Find the word "Noémi" in the records and copy every line where it occurs.

══════

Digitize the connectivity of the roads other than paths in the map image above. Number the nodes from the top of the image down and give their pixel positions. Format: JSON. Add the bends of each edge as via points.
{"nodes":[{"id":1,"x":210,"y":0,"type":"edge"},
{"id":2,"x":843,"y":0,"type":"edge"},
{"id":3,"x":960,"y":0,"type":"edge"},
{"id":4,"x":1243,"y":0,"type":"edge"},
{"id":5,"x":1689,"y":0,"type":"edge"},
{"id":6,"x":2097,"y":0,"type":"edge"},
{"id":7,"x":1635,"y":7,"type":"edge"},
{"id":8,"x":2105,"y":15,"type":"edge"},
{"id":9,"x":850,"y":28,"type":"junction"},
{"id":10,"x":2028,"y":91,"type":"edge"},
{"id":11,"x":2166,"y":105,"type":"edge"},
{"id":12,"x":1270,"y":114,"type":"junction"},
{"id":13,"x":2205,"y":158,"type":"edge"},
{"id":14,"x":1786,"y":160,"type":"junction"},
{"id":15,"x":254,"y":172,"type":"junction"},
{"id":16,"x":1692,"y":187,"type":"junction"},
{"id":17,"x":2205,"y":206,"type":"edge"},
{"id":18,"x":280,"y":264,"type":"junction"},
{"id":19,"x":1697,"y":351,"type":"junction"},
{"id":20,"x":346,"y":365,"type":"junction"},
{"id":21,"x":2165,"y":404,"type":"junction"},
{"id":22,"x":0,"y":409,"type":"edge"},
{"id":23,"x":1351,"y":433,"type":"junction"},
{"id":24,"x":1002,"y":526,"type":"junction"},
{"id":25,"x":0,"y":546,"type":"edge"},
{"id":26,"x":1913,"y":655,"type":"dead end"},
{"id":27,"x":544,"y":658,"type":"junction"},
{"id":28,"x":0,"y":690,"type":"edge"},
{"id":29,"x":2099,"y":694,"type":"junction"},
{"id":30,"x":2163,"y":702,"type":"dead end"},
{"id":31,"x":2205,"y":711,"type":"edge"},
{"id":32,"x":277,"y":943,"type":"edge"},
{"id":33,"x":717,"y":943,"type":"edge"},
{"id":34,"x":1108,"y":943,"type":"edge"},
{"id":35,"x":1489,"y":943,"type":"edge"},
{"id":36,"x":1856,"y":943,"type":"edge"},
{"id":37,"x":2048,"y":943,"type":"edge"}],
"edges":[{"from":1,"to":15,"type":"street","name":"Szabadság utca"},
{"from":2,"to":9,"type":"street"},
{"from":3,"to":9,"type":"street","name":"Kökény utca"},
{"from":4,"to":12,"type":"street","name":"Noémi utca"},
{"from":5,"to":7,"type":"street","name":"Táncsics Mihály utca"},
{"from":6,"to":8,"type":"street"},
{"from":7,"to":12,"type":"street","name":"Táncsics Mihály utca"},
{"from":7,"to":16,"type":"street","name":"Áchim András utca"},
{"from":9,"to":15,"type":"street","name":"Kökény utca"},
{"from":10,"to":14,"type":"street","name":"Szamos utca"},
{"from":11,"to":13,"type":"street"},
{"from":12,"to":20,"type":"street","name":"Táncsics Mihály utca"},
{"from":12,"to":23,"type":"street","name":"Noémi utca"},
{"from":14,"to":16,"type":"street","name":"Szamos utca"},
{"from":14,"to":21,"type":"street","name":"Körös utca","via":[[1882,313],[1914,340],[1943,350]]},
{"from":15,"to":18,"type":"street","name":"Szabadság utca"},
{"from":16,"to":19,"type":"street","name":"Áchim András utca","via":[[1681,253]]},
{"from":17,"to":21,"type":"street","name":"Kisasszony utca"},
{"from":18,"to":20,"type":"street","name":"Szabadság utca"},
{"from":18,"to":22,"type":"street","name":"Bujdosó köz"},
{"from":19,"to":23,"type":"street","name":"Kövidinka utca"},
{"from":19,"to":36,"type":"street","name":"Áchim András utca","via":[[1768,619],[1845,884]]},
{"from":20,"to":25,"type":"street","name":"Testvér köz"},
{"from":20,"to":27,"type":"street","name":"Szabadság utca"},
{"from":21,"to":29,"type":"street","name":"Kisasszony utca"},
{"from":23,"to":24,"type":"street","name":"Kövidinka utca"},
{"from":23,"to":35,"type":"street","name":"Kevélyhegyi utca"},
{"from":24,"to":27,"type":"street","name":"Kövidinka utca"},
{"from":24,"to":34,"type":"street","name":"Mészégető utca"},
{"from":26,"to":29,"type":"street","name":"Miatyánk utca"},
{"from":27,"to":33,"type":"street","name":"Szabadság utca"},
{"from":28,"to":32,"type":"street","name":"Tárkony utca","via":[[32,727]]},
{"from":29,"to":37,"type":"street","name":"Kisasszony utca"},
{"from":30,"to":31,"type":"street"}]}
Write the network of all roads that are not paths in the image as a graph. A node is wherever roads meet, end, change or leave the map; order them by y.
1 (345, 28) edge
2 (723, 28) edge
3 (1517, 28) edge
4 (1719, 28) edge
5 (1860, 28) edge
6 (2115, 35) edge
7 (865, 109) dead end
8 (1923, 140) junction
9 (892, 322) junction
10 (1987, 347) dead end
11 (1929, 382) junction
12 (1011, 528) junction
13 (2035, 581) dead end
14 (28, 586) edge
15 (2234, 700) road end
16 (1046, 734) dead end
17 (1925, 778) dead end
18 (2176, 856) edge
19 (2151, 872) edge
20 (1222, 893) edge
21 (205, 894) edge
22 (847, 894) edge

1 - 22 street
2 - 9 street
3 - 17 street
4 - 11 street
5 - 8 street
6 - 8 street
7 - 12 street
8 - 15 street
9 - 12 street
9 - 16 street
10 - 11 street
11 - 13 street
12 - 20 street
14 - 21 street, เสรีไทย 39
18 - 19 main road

══════

=== RESPONSE TO THE EXERCISE ===
{"from":4,"to":12,"type":"street","name":"Noémi utca"},
{"from":12,"to":23,"type":"street","name":"Noémi utca"},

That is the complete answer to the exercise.